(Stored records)
════════════════
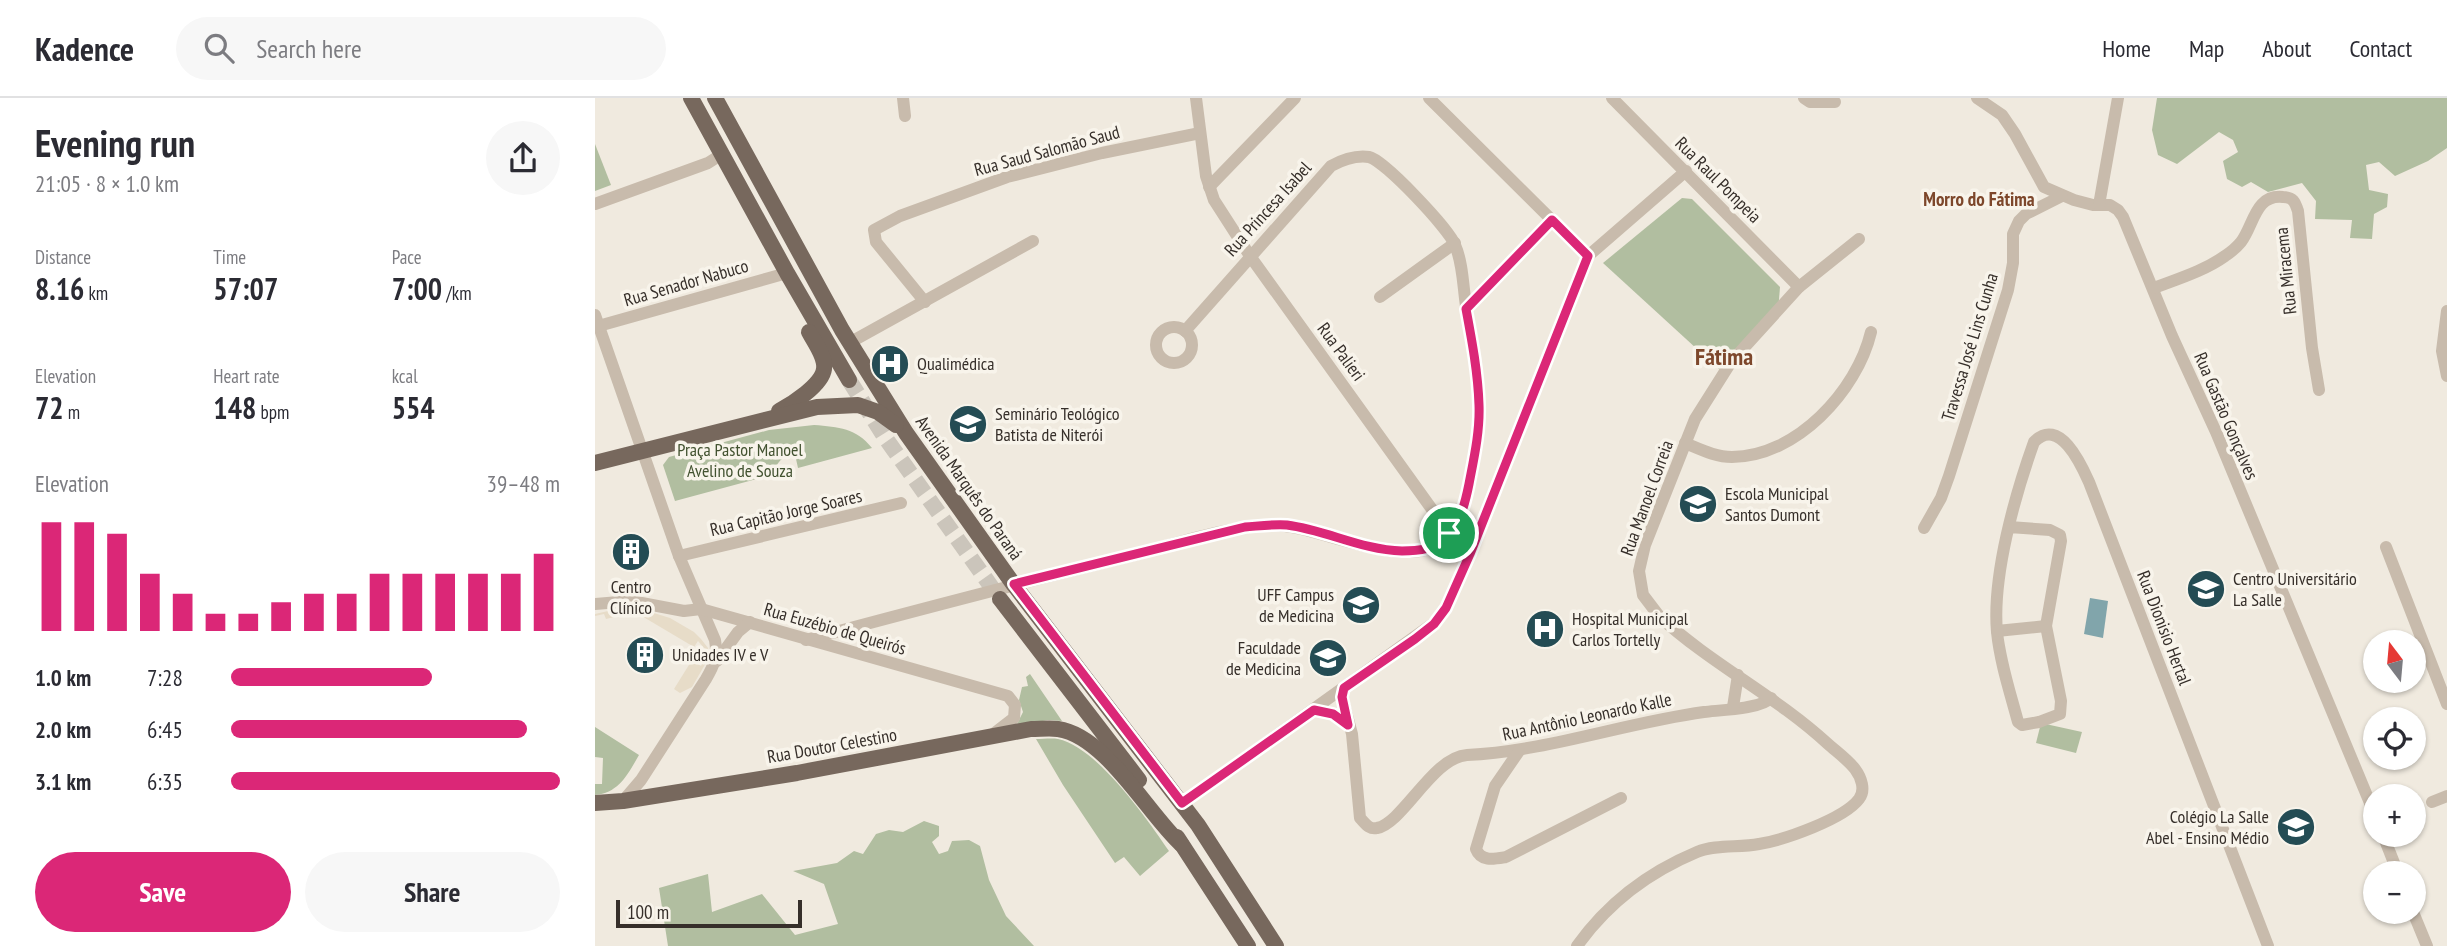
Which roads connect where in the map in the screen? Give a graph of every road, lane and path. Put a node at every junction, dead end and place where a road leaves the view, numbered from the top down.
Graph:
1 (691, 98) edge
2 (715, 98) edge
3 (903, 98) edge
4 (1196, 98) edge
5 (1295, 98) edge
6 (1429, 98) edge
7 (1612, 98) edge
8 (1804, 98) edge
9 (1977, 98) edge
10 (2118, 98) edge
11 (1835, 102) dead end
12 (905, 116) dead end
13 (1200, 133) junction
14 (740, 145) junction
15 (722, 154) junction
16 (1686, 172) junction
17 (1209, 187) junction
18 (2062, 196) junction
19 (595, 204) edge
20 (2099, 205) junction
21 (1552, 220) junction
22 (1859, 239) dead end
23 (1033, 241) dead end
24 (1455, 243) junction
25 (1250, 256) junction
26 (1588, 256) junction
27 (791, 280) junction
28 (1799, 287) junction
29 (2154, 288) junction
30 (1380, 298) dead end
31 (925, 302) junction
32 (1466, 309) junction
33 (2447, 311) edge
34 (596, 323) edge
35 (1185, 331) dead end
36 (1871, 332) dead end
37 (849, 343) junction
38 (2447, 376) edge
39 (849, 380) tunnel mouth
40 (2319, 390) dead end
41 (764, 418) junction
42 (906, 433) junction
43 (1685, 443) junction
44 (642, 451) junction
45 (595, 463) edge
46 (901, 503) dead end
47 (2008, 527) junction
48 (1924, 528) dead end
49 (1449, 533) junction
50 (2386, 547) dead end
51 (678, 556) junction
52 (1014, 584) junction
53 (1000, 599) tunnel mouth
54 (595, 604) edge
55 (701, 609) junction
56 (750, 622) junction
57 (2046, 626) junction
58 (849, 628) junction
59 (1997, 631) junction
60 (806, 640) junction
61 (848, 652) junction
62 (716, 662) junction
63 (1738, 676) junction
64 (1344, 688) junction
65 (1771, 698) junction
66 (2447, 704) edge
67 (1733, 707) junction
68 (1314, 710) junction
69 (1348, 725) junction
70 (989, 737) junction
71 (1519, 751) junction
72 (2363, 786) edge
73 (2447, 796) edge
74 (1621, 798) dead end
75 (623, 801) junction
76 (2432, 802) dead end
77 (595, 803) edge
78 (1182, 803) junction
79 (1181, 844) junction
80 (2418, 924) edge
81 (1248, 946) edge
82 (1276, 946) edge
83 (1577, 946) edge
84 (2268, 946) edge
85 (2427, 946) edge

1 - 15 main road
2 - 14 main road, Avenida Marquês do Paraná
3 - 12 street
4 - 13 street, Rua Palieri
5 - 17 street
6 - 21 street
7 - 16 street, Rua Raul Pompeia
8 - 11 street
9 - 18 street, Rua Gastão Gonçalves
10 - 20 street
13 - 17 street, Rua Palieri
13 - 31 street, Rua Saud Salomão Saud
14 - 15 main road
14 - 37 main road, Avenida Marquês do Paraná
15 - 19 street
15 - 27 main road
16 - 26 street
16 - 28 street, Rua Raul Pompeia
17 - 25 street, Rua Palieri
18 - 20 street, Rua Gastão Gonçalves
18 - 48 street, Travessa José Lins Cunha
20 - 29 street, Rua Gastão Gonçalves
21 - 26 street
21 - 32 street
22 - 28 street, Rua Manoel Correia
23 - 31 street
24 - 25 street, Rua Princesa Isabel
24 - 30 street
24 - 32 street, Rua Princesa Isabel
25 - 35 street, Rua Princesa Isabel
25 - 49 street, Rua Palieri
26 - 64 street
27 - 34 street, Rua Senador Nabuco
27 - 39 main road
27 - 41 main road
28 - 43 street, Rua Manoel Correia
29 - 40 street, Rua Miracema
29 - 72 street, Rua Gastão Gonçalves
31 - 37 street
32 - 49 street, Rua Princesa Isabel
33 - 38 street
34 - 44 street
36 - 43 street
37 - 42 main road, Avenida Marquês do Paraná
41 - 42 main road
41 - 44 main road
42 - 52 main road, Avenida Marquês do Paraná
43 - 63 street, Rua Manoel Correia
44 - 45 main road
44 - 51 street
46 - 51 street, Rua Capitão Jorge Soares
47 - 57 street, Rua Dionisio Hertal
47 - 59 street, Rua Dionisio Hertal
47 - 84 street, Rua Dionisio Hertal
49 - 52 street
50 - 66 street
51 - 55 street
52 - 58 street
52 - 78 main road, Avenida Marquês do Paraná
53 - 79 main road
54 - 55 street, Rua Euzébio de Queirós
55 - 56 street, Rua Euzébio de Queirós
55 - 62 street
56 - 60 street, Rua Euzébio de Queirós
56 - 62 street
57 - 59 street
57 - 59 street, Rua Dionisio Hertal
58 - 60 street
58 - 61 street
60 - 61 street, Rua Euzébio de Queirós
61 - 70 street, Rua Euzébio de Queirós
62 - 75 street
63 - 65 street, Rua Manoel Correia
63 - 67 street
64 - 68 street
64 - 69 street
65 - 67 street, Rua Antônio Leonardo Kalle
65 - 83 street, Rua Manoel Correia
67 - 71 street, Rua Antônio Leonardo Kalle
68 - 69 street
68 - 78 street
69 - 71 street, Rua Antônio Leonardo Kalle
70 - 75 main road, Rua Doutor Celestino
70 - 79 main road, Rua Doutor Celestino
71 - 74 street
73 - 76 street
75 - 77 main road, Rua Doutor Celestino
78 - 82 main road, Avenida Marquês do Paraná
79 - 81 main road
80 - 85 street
════════════════
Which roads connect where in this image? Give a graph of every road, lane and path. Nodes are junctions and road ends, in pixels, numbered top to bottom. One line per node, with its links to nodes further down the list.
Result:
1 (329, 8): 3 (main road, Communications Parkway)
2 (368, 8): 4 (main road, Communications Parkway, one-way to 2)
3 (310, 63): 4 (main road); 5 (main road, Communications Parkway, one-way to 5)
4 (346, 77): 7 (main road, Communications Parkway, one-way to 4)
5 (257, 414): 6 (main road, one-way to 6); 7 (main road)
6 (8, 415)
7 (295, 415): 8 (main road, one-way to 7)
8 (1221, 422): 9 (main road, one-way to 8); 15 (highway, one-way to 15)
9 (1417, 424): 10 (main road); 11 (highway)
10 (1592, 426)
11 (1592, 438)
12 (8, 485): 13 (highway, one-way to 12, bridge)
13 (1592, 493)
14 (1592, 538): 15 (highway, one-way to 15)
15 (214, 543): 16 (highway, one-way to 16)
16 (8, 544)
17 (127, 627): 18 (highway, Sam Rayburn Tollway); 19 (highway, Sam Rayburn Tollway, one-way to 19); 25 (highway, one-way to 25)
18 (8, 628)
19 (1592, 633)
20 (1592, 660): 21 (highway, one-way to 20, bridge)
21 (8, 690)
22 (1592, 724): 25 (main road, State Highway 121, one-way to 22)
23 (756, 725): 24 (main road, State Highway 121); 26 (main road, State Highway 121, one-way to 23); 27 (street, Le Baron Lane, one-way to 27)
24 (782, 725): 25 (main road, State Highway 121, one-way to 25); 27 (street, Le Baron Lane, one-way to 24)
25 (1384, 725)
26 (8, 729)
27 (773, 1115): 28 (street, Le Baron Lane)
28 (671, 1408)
════════════════
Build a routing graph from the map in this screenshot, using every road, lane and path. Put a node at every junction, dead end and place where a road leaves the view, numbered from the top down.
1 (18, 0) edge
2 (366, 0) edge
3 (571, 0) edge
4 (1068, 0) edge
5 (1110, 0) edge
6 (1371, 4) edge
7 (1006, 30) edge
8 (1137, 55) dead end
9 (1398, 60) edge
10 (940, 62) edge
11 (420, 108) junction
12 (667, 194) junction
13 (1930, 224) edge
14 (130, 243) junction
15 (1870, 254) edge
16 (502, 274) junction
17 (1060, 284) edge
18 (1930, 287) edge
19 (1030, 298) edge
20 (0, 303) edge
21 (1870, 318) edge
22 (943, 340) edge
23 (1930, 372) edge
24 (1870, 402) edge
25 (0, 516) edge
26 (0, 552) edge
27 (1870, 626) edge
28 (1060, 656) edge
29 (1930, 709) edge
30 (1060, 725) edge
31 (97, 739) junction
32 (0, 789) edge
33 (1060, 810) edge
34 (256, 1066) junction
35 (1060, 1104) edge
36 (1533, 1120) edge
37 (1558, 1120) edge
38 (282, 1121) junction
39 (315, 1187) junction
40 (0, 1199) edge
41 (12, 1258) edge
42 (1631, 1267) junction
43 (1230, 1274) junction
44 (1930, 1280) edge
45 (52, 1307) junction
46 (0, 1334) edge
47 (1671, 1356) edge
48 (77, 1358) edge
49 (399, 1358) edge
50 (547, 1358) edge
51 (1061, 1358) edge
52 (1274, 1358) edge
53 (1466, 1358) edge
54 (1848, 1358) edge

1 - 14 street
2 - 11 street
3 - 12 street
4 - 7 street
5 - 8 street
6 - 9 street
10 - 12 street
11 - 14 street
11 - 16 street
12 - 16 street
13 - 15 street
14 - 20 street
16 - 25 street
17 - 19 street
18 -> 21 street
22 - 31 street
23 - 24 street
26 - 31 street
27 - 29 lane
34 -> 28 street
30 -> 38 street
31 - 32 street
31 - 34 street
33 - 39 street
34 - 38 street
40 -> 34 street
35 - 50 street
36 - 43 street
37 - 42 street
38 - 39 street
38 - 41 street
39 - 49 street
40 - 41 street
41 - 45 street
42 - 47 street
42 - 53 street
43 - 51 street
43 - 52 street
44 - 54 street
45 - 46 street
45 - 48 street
════════════════
## WHAT YOU NEED TO DO
Please find, in the entries above, every line where "Palieri" occurs, and copy it.

## WORKED SOLUTION
4 - 13 street, Rua Palieri
13 - 17 street, Rua Palieri
17 - 25 street, Rua Palieri
25 - 49 street, Rua Palieri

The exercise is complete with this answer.